The definition of humanity is sacrosanct to many people. As science does, that line continues to blur. Stem cells have long been an ethical minefield for scientists to navigate for funding. Even something as common as an organ transplant was initially met with significant ethical concerns.
Most recently, the National Institutes of Health (NIH) has proposed changes to their policies controlling the funding for stem cell research creating human-animal chimeras. On the surface it may be hard for the general public to imagine that combining human and animal cells could result in anything other than mythical creatures of Homer’s Iliad. Human chimeras are much more common than one may believe, and the reason to allow studies on these models is to further our understanding of diseases and how to treat them.
What is a genetic chimera?
First, a little background about chimeras, hybrids and mosaics. You may be surprised to learn just how common all of these conditions are in everyday life.
- A hybrid is an organism with a single genotype resulting from the crossing of two species—for example, a mule.
- A mosaic is an organism with two or more genotypes resulting from errors in cell division (among other causes), deriving from a single zygote (fertilized cell) that was created by two gametes (egg and sperm).
- A chimera is an organism with two or more genotypes resulting from the fusion of two or more zygotes. This also includes multiple genotypes arising from organ and bone marrow transplants.
The result of a genetic mosaic or chimera can be the same, such as two different eye colors or two different blood types. In both cases, each cell has only one genotype, but groups of cells (or tissues or organs) can have different genotypes. Physical differences are more likely to be seen in chimeras due to a greater chance of genetic variance. Some people may go their entire lives not knowing they are in fact a chimera. For example, Loubiere et al. found that 39% of women carried some cells derived solely from their mothers (that is, not a genetic mix of mother and father), and at least one person found out during the course of a failed paternity test.

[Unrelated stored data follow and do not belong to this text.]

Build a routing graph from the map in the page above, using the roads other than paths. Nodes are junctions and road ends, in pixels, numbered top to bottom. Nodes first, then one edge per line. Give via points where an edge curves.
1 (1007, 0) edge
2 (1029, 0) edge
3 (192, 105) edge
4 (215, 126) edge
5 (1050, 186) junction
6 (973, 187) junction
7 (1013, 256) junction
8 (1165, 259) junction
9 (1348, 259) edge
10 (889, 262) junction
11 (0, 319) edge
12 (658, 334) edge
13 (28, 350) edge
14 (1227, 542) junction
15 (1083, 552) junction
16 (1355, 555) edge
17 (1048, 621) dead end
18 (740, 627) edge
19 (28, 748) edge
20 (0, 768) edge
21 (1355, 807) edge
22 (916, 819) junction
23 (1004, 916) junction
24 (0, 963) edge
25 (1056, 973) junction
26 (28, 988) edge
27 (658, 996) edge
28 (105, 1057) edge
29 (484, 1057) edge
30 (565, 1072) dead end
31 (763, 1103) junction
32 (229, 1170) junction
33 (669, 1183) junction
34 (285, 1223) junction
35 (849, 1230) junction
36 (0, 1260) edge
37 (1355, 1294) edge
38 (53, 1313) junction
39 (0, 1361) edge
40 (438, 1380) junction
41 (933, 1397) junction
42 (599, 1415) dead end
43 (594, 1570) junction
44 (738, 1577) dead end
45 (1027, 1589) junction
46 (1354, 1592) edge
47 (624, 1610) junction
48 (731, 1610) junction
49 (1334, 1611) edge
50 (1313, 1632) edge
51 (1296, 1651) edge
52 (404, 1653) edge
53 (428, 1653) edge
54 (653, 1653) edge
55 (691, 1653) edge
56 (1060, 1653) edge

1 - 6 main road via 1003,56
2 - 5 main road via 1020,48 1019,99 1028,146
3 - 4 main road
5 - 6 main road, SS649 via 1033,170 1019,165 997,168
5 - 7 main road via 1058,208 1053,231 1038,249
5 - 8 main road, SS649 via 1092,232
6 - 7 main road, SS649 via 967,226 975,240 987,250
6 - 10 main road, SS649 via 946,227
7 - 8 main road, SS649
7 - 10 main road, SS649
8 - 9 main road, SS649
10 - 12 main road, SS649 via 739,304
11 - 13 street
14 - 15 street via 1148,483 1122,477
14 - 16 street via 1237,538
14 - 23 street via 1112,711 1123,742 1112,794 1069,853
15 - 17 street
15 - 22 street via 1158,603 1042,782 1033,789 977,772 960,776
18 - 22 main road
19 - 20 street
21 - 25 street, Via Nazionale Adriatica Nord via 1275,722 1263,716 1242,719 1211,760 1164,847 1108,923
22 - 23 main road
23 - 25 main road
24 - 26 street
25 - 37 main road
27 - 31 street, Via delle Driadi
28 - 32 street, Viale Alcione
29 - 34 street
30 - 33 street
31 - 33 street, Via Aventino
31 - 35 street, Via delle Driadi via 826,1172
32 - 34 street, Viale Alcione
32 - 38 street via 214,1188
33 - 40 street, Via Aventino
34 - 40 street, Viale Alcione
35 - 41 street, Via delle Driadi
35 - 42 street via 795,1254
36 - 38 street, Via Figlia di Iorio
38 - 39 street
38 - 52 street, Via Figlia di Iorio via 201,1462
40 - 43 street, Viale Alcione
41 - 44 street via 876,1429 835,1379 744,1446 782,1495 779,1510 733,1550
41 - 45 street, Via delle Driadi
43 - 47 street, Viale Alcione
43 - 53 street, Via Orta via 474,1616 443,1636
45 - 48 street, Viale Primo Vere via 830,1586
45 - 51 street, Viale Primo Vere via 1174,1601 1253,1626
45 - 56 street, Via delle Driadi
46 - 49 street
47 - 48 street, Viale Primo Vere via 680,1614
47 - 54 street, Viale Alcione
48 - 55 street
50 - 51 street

Why do scientists want to research chimeras?
Quite simply, researching chimeras is likely to help save human lives. Diseases can be very complicated and their treatments need to be specific enough to target the afflicted cells without damaging the healthy cells. Ninety percent of drugs that enter phase 1 clinical trials are discontinued because they are ineffective or harmful to humans. Why might that be?
Before an investigational drug is given to a human, researchers must first test the drug in animal models. A drug that is effective in mice is not likely to be effective in people because (duh) mice aren’t people. Testing with pigs, monkeys and other animals is necessary to demonstrate a broad consensus of efficacy, yet all this testing can require hundreds of animals per drug and only 1 in 5,000 preclinical drugs will reach FDA approval. Furthermore, all these failures are a large contributor to the $2.6 billion necessary to develop a new drug, which is commonly cited as a reason for high prescription costs.
Chimeric animal-human models may be the solution to reduce the number of animals needed for testing new drugs while also increasing their success rate because chimeras would be more representative models of human disease pathology.
Ethical considerations with chimeras
The promise of using chimeras to better understand and treat disease is great; however, the question must be asked at what cost can we make these gains? It is obvious that reckless experimentation on sentient beings is unethical. Any induced pluripotent stem cells (iPSCs) that develop into the brain of an animal chimera would assuredly give us all the heebie-jeebies. We are still in the early stages of understanding human development, so it is not clear if eliminating the genes for a pancreas in pigs will guide iPSCs to mature solely into pancreatic cells or if they will proliferate in other types of tissues, for example. This is a gap in our knowledge. The best way to determine if chimeras may be useful for research is to conduct experiments to see where the human cells go. This can be done before the nervous system matures but after rudimentary biological structures form. The proposal to lift the ban on chimeric stem cell experiments is not a proposal to give scientists free reign to become Victor Frankenstein. The policy is likely to be revisited after scientists are able to gather some initial data on how readily they can guide the maturation of iPSCs in animal chimera cells.
Do the proposed guidelines ensure scientific progress can be made while maintaining the ethical treatment of animals? The NIH wants to hear from you.